Items from a dataset
==================================================
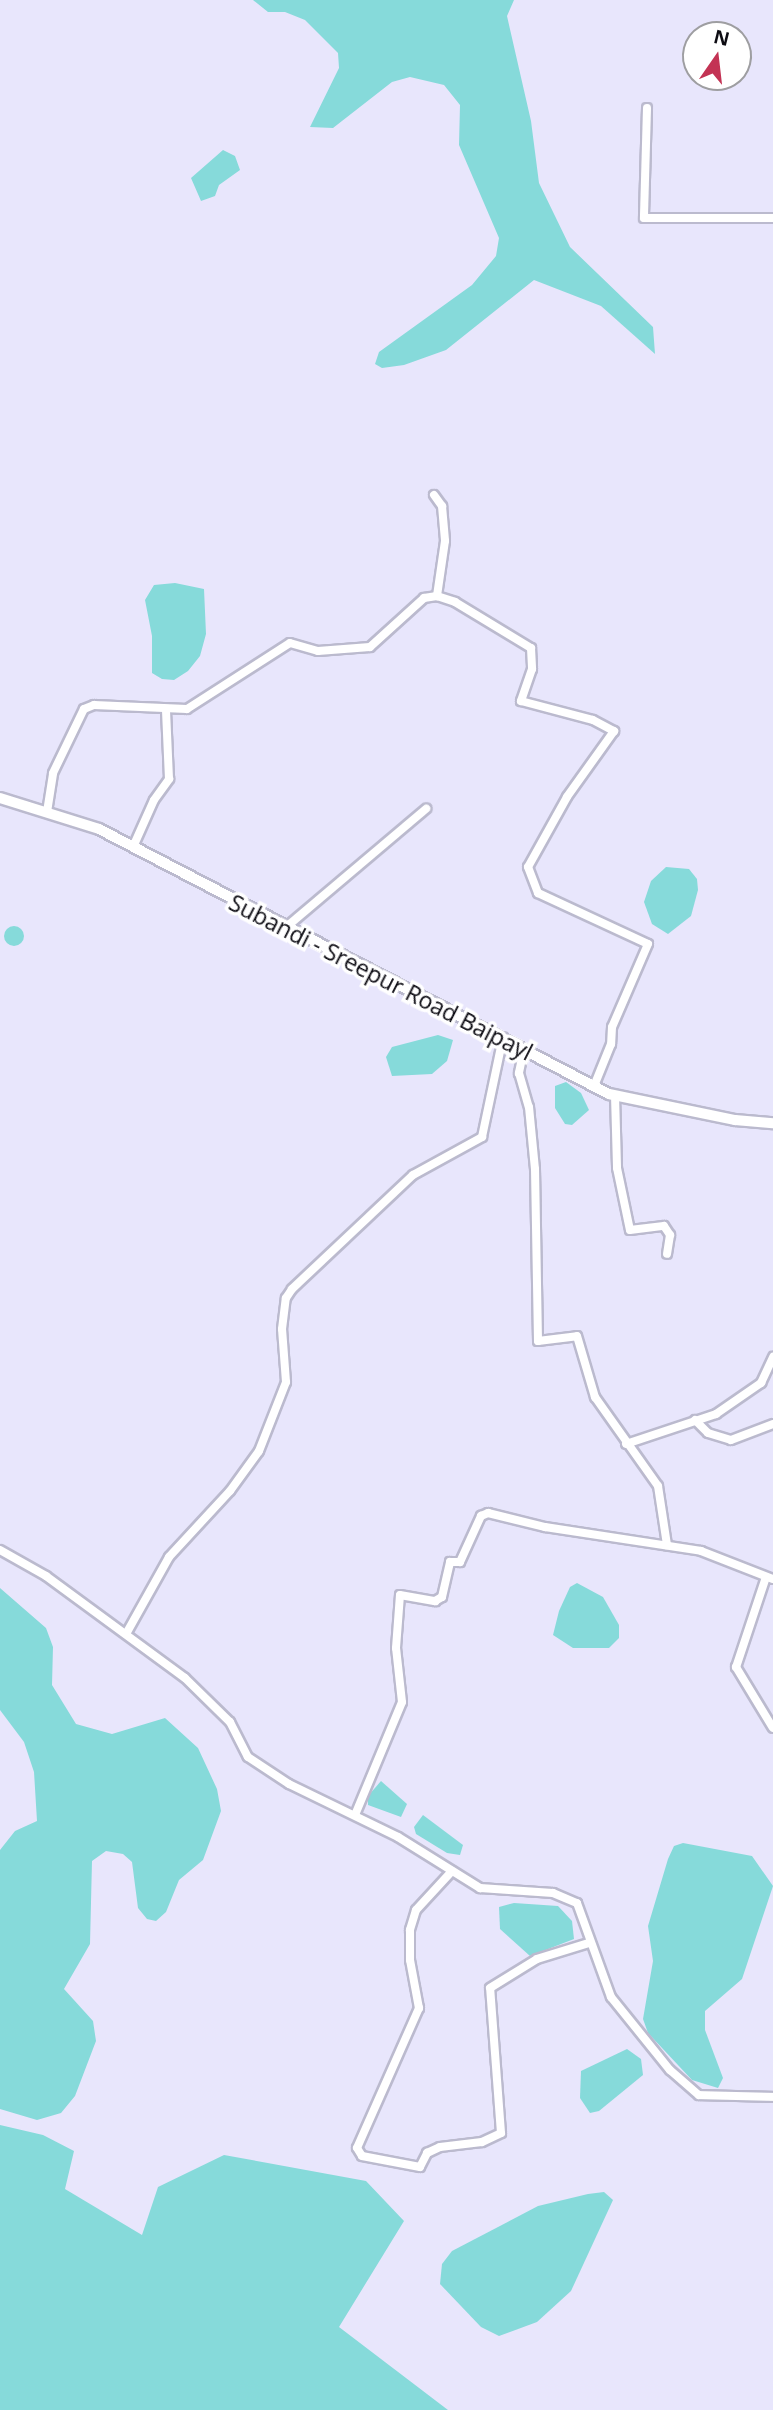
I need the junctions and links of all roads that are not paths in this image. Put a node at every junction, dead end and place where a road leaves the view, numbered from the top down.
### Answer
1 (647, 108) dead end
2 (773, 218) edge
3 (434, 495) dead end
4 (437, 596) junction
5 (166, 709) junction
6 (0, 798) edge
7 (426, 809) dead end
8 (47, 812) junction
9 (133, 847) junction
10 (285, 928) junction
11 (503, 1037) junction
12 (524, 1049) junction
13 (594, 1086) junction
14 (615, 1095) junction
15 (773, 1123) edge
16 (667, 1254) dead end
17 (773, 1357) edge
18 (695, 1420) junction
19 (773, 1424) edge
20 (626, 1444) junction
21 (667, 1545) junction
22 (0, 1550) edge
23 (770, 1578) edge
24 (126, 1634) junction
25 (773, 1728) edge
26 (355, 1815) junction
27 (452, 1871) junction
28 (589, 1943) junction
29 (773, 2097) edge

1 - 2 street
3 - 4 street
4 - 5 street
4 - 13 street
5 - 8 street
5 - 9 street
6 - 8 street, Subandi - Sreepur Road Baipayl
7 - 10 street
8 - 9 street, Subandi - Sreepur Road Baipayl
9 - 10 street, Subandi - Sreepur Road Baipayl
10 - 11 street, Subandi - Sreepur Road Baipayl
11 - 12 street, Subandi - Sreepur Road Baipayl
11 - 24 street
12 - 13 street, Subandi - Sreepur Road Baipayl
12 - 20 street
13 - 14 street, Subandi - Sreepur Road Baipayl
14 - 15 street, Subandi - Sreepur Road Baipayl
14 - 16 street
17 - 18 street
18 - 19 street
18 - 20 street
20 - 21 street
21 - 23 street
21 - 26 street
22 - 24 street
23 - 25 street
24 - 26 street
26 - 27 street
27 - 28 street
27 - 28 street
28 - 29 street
==================================================
* Task to carry out *
Each line in the records above should be reproduced exactly; images are not copied.

* Task response *
I need the junctions and links of all roads that are not paths in this image. Put a node at every junction, dead end and place where a road leaves the view, numbered from the top down.
### Answer
1 (647, 108) dead end
2 (773, 218) edge
3 (434, 495) dead end
4 (437, 596) junction
5 (166, 709) junction
6 (0, 798) edge
7 (426, 809) dead end
8 (47, 812) junction
9 (133, 847) junction
10 (285, 928) junction
11 (503, 1037) junction
12 (524, 1049) junction
13 (594, 1086) junction
14 (615, 1095) junction
15 (773, 1123) edge
16 (667, 1254) dead end
17 (773, 1357) edge
18 (695, 1420) junction
19 (773, 1424) edge
20 (626, 1444) junction
21 (667, 1545) junction
22 (0, 1550) edge
23 (770, 1578) edge
24 (126, 1634) junction
25 (773, 1728) edge
26 (355, 1815) junction
27 (452, 1871) junction
28 (589, 1943) junction
29 (773, 2097) edge

1 - 2 street
3 - 4 street
4 - 5 street
4 - 13 street
5 - 8 street
5 - 9 street
6 - 8 street, Subandi - Sreepur Road Baipayl
7 - 10 street
8 - 9 street, Subandi - Sreepur Road Baipayl
9 - 10 street, Subandi - Sreepur Road Baipayl
10 - 11 street, Subandi - Sreepur Road Baipayl
11 - 12 street, Subandi - Sreepur Road Baipayl
11 - 24 street
12 - 13 street, Subandi - Sreepur Road Baipayl
12 - 20 street
13 - 14 street, Subandi - Sreepur Road Baipayl
14 - 15 street, Subandi - Sreepur Road Baipayl
14 - 16 street
17 - 18 street
18 - 19 street
18 - 20 street
20 - 21 street
21 - 23 street
21 - 26 street
22 - 24 street
23 - 25 street
24 - 26 street
26 - 27 street
27 - 28 street
27 - 28 street
28 - 29 street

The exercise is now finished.